MORE MEDICAID CUTS: Lenora Riedel said the rule change threatens the survival of her assisted living facility in Huntsville. BENJI HARDY

At a public comment hearing Monday in Little Rock, several assisted living providers told officials from the Arkansas Department of Human Services that a planned 21.7 percent cut to their daily Medicaid reimbursement rates will lead to layoffs, reduced quality of care and the closure of facilities around the state. The rate cut will go into effect in January if approved by a legislative committee later this year.

Assisted living facilities are residential facilities that are a step below nursing homes in terms of the level of care they provide. The DHS pays between $70.89 and $85.35 per day for a Medicaid beneficiary in assisted living. That would decrease to a flat $62.89 next year if the rule change was approved. Mark White, the DHS deputy director for Aging, Adult and Behavioral Health, said in an interview earlier in October that the current rates aren’t backed up by any actuarial study, as required by federal Medicaid authorities.


The current rates, White said, “were negotiated several years ago with the industry. [The federal Center for Medicare and Medicaid Services] has made it clear they want an actuarial study to support these rates, to show they’re appropriate. … So we had our contracting actuary do a study. They looked at provider costs, and this is the recommendation they came back with.”

Assisted living providers dispute the findings of the actuary and say the study didn’t properly consider overhead. The $62.89 per day figure “is an arbitrary number,” according to Michelle Joyner of Village Park, a facility in Conway. Joyner spoke at the Monday hearing.

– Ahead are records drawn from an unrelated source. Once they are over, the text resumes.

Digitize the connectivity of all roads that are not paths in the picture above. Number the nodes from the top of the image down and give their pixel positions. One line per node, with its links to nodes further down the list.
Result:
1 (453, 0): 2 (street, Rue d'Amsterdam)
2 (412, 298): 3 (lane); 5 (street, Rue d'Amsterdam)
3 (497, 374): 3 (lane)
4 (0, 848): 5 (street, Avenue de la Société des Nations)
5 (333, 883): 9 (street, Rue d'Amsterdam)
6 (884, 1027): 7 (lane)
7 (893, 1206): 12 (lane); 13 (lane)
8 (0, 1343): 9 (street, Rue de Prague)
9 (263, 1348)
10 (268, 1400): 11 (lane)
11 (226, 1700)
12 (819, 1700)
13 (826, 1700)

Assisted living providers are being asked to sell their services “at cost,” she said. “The only explanation is that Medicaid and [the DHS] are considering driving assisted living waiver businesses out of business.”

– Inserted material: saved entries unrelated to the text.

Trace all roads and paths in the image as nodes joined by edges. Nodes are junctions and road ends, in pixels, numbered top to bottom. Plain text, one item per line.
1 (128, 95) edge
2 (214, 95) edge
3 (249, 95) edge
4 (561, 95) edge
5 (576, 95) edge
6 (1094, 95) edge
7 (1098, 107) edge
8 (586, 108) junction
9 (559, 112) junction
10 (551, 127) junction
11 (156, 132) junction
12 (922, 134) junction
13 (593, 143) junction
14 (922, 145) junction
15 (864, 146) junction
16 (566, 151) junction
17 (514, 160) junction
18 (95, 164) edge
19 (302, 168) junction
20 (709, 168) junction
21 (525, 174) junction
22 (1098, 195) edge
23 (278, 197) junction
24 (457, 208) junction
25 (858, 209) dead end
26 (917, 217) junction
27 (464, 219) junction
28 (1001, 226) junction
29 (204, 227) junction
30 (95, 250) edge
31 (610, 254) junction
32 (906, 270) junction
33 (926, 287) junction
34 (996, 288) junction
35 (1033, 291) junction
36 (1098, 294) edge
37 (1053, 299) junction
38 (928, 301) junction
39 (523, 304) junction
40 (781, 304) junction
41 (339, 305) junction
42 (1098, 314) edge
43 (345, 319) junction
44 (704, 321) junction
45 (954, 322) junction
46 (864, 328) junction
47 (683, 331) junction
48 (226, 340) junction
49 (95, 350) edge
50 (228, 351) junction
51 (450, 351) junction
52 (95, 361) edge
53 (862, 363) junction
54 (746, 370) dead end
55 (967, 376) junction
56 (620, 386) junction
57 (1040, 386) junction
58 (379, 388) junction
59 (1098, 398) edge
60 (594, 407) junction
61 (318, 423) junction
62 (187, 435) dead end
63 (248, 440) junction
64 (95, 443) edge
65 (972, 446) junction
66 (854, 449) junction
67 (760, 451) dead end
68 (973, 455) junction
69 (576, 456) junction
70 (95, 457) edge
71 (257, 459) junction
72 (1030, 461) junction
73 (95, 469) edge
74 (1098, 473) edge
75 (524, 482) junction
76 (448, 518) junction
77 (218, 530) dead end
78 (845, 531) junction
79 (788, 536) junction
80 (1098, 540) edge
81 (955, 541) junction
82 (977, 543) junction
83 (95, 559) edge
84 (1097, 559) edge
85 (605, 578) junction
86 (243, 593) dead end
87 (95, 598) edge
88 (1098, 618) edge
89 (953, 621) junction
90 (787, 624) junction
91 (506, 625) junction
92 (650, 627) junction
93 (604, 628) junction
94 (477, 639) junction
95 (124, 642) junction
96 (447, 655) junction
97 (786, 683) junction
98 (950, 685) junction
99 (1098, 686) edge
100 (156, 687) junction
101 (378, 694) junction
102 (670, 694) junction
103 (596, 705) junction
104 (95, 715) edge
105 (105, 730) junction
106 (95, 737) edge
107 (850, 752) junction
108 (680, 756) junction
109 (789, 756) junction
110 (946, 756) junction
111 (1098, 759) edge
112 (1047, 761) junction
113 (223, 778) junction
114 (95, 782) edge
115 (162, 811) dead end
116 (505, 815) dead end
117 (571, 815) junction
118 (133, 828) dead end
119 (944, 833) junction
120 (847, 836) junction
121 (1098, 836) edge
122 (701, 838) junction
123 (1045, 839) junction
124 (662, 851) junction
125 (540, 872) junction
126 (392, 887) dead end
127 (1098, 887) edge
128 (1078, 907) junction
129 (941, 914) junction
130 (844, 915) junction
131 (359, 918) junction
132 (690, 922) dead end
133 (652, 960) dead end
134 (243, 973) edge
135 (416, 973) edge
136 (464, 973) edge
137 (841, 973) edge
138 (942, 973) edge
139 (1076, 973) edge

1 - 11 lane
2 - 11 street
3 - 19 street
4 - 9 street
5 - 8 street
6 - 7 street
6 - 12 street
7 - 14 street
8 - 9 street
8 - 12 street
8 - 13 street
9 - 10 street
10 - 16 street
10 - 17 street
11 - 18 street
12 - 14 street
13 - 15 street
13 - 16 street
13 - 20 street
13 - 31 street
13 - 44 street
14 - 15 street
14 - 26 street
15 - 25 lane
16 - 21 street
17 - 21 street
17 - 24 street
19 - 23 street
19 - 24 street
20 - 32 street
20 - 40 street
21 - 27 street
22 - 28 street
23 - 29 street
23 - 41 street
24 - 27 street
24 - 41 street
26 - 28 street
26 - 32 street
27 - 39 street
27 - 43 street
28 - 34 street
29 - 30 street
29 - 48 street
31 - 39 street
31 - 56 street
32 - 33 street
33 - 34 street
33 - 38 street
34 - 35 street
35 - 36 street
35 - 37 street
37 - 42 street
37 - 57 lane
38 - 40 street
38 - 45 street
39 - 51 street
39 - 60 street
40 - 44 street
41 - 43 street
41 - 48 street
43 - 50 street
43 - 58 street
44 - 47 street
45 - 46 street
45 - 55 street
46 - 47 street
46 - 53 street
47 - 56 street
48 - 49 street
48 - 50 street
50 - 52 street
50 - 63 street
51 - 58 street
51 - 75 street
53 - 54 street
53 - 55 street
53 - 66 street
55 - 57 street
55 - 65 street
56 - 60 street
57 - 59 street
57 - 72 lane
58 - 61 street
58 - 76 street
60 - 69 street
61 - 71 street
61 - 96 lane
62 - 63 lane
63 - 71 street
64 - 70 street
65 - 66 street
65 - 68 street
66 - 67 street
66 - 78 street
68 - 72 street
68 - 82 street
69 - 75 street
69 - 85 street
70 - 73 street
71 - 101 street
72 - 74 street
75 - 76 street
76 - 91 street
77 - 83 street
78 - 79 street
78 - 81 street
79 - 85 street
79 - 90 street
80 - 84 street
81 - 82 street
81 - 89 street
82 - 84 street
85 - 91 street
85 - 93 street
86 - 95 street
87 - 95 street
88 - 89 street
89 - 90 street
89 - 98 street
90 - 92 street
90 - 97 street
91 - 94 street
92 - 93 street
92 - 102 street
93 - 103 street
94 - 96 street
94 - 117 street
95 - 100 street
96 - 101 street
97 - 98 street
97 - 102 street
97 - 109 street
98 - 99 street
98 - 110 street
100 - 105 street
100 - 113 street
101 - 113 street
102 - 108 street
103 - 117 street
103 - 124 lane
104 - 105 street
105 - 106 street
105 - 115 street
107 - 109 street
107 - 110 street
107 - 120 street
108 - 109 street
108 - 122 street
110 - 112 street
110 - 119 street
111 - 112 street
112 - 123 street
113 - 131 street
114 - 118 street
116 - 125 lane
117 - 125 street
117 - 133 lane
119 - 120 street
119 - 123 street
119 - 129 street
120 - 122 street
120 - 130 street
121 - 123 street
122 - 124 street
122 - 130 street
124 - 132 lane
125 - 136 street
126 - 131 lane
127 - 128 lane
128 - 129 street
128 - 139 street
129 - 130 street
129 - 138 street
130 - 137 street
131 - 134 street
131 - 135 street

The assisted living rate is just one of several proposed rule changes coming to Arkansas’s Medicaid programs that provide “long-term services and supports” to the elderly and people with physical disabilities. The DHS also plans to adopt a new method of allocating attendant care and personal care hours for ARChoices, a Medicaid waiver program that allows beneficiaries to receive services in their own home. (The current allocation method is the subject of a lawsuit brought against the state by ARChoices beneficiaries who said the DHS unjustly cut their care hours.) It’s switching to a new assessment tool to be used across all such programs.


The providers and family members who spoke at Monday’s public comment hearing were affected by different components of the proposed changes, but all expressed anxiety about the direction these services were heading. Most said they were concerned the new rules and rate cuts would result in disabled and elderly people losing their options for independent living.

“DHS says they want to avoid people having to go in nursing homes. It seems in these programs they’re doing everything they can to force people into [them],” Bobbie Riffle of Sherwood said. Riffle’s daughter is now in an assisted living facility, but she was previously on the ARChoices program until a decrease in her care hours made it too difficult for her to keep living at home.

“We have struggled, really struggled over the past two years,” Riffle said.

Demand for assisted living appears to be high: White said there’s a waiting list for the state’s waiver program that allows Medicaid to pay for assisted living for qualified beneficiaries. There are only 1,300 slots available. In addition to Medicaid beneficiaries, many facilities also serve “private pay” residents — individuals who pay costs out of pocket.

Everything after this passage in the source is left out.